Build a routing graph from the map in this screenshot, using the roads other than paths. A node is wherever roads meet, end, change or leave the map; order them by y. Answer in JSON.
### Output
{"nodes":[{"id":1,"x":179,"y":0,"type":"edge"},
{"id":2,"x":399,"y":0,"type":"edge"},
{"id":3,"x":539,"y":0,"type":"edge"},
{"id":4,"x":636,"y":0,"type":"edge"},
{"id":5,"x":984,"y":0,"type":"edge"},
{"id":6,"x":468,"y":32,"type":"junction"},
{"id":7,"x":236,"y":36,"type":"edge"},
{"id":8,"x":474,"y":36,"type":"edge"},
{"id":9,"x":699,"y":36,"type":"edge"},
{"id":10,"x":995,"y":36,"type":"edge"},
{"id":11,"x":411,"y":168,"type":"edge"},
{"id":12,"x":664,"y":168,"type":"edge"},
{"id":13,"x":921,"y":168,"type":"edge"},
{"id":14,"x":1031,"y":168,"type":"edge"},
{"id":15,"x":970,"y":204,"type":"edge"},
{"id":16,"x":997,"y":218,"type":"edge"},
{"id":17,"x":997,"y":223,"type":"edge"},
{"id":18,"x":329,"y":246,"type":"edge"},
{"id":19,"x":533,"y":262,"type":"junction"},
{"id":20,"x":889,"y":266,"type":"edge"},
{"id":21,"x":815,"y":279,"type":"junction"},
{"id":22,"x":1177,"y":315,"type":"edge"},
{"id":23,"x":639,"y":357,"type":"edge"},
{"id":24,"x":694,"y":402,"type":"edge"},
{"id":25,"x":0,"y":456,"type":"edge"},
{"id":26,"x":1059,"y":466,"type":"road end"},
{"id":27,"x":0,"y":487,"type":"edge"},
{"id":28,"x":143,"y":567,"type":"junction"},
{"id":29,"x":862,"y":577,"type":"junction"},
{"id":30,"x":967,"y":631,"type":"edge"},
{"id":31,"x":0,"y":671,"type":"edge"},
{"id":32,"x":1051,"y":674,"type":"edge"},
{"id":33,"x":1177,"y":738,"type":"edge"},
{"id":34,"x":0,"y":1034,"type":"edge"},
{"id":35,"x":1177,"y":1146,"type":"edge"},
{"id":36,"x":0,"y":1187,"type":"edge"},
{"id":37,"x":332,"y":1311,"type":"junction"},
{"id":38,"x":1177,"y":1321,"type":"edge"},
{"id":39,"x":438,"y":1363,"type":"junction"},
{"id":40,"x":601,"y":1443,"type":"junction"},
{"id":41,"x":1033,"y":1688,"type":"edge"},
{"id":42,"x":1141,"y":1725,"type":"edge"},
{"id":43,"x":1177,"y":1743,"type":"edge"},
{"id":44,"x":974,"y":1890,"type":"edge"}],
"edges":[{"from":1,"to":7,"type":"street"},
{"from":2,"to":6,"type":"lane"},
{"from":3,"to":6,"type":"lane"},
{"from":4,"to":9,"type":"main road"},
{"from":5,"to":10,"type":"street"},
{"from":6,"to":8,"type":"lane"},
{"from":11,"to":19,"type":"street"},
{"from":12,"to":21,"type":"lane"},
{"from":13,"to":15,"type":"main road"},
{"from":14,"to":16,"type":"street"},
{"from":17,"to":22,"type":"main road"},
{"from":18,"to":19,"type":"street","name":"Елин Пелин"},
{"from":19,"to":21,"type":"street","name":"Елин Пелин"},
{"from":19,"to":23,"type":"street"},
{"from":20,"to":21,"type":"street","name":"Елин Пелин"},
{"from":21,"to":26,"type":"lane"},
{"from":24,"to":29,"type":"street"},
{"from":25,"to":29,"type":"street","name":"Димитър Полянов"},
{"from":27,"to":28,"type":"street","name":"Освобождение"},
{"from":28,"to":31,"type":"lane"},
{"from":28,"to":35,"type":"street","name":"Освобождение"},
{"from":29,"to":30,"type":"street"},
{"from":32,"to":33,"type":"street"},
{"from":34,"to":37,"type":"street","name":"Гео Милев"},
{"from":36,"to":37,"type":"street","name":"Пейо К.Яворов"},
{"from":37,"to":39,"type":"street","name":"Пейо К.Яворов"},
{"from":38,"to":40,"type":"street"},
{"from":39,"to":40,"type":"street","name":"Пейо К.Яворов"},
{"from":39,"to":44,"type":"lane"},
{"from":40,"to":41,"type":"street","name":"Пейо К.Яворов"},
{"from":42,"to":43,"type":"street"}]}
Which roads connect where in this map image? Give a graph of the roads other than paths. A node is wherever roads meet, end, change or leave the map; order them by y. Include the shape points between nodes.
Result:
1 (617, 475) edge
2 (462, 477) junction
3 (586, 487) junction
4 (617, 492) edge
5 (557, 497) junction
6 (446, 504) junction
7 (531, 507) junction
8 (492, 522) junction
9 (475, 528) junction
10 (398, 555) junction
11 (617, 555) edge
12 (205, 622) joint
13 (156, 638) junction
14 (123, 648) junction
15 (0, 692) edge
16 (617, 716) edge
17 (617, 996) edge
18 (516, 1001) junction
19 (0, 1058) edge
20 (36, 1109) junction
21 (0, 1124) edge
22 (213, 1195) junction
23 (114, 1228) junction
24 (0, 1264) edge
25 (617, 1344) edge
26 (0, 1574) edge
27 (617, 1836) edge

+===+

> [Task goal]
Write out the records in full, word for word.

> [Answer area]
Build a routing graph from the map in this screenshot, using the roads other than paths. A node is wherever roads meet, end, change or leave the map; order them by y. Answer in JSON.
### Output
{"nodes":[{"id":1,"x":179,"y":0,"type":"edge"},
{"id":2,"x":399,"y":0,"type":"edge"},
{"id":3,"x":539,"y":0,"type":"edge"},
{"id":4,"x":636,"y":0,"type":"edge"},
{"id":5,"x":984,"y":0,"type":"edge"},
{"id":6,"x":468,"y":32,"type":"junction"},
{"id":7,"x":236,"y":36,"type":"edge"},
{"id":8,"x":474,"y":36,"type":"edge"},
{"id":9,"x":699,"y":36,"type":"edge"},
{"id":10,"x":995,"y":36,"type":"edge"},
{"id":11,"x":411,"y":168,"type":"edge"},
{"id":12,"x":664,"y":168,"type":"edge"},
{"id":13,"x":921,"y":168,"type":"edge"},
{"id":14,"x":1031,"y":168,"type":"edge"},
{"id":15,"x":970,"y":204,"type":"edge"},
{"id":16,"x":997,"y":218,"type":"edge"},
{"id":17,"x":997,"y":223,"type":"edge"},
{"id":18,"x":329,"y":246,"type":"edge"},
{"id":19,"x":533,"y":262,"type":"junction"},
{"id":20,"x":889,"y":266,"type":"edge"},
{"id":21,"x":815,"y":279,"type":"junction"},
{"id":22,"x":1177,"y":315,"type":"edge"},
{"id":23,"x":639,"y":357,"type":"edge"},
{"id":24,"x":694,"y":402,"type":"edge"},
{"id":25,"x":0,"y":456,"type":"edge"},
{"id":26,"x":1059,"y":466,"type":"road end"},
{"id":27,"x":0,"y":487,"type":"edge"},
{"id":28,"x":143,"y":567,"type":"junction"},
{"id":29,"x":862,"y":577,"type":"junction"},
{"id":30,"x":967,"y":631,"type":"edge"},
{"id":31,"x":0,"y":671,"type":"edge"},
{"id":32,"x":1051,"y":674,"type":"edge"},
{"id":33,"x":1177,"y":738,"type":"edge"},
{"id":34,"x":0,"y":1034,"type":"edge"},
{"id":35,"x":1177,"y":1146,"type":"edge"},
{"id":36,"x":0,"y":1187,"type":"edge"},
{"id":37,"x":332,"y":1311,"type":"junction"},
{"id":38,"x":1177,"y":1321,"type":"edge"},
{"id":39,"x":438,"y":1363,"type":"junction"},
{"id":40,"x":601,"y":1443,"type":"junction"},
{"id":41,"x":1033,"y":1688,"type":"edge"},
{"id":42,"x":1141,"y":1725,"type":"edge"},
{"id":43,"x":1177,"y":1743,"type":"edge"},
{"id":44,"x":974,"y":1890,"type":"edge"}],
"edges":[{"from":1,"to":7,"type":"street"},
{"from":2,"to":6,"type":"lane"},
{"from":3,"to":6,"type":"lane"},
{"from":4,"to":9,"type":"main road"},
{"from":5,"to":10,"type":"street"},
{"from":6,"to":8,"type":"lane"},
{"from":11,"to":19,"type":"street"},
{"from":12,"to":21,"type":"lane"},
{"from":13,"to":15,"type":"main road"},
{"from":14,"to":16,"type":"street"},
{"from":17,"to":22,"type":"main road"},
{"from":18,"to":19,"type":"street","name":"Елин Пелин"},
{"from":19,"to":21,"type":"street","name":"Елин Пелин"},
{"from":19,"to":23,"type":"street"},
{"from":20,"to":21,"type":"street","name":"Елин Пелин"},
{"from":21,"to":26,"type":"lane"},
{"from":24,"to":29,"type":"street"},
{"from":25,"to":29,"type":"street","name":"Димитър Полянов"},
{"from":27,"to":28,"type":"street","name":"Освобождение"},
{"from":28,"to":31,"type":"lane"},
{"from":28,"to":35,"type":"street","name":"Освобождение"},
{"from":29,"to":30,"type":"street"},
{"from":32,"to":33,"type":"street"},
{"from":34,"to":37,"type":"street","name":"Гео Милев"},
{"from":36,"to":37,"type":"street","name":"Пейо К.Яворов"},
{"from":37,"to":39,"type":"street","name":"Пейо К.Яворов"},
{"from":38,"to":40,"type":"street"},
{"from":39,"to":40,"type":"street","name":"Пейо К.Яворов"},
{"from":39,"to":44,"type":"lane"},
{"from":40,"to":41,"type":"street","name":"Пейо К.Яворов"},
{"from":42,"to":43,"type":"street"}]}
Which roads connect where in this map image? Give a graph of the roads other than paths. A node is wherever roads meet, end, change or leave the map; order them by y. Include the shape points between nodes.
Result:
1 (617, 475) edge
2 (462, 477) junction
3 (586, 487) junction
4 (617, 492) edge
5 (557, 497) junction
6 (446, 504) junction
7 (531, 507) junction
8 (492, 522) junction
9 (475, 528) junction
10 (398, 555) junction
11 (617, 555) edge
12 (205, 622) joint
13 (156, 638) junction
14 (123, 648) junction
15 (0, 692) edge
16 (617, 716) edge
17 (617, 996) edge
18 (516, 1001) junction
19 (0, 1058) edge
20 (36, 1109) junction
21 (0, 1124) edge
22 (213, 1195) junction
23 (114, 1228) junction
24 (0, 1264) edge
25 (617, 1344) edge
26 (0, 1574) edge
27 (617, 1836) edge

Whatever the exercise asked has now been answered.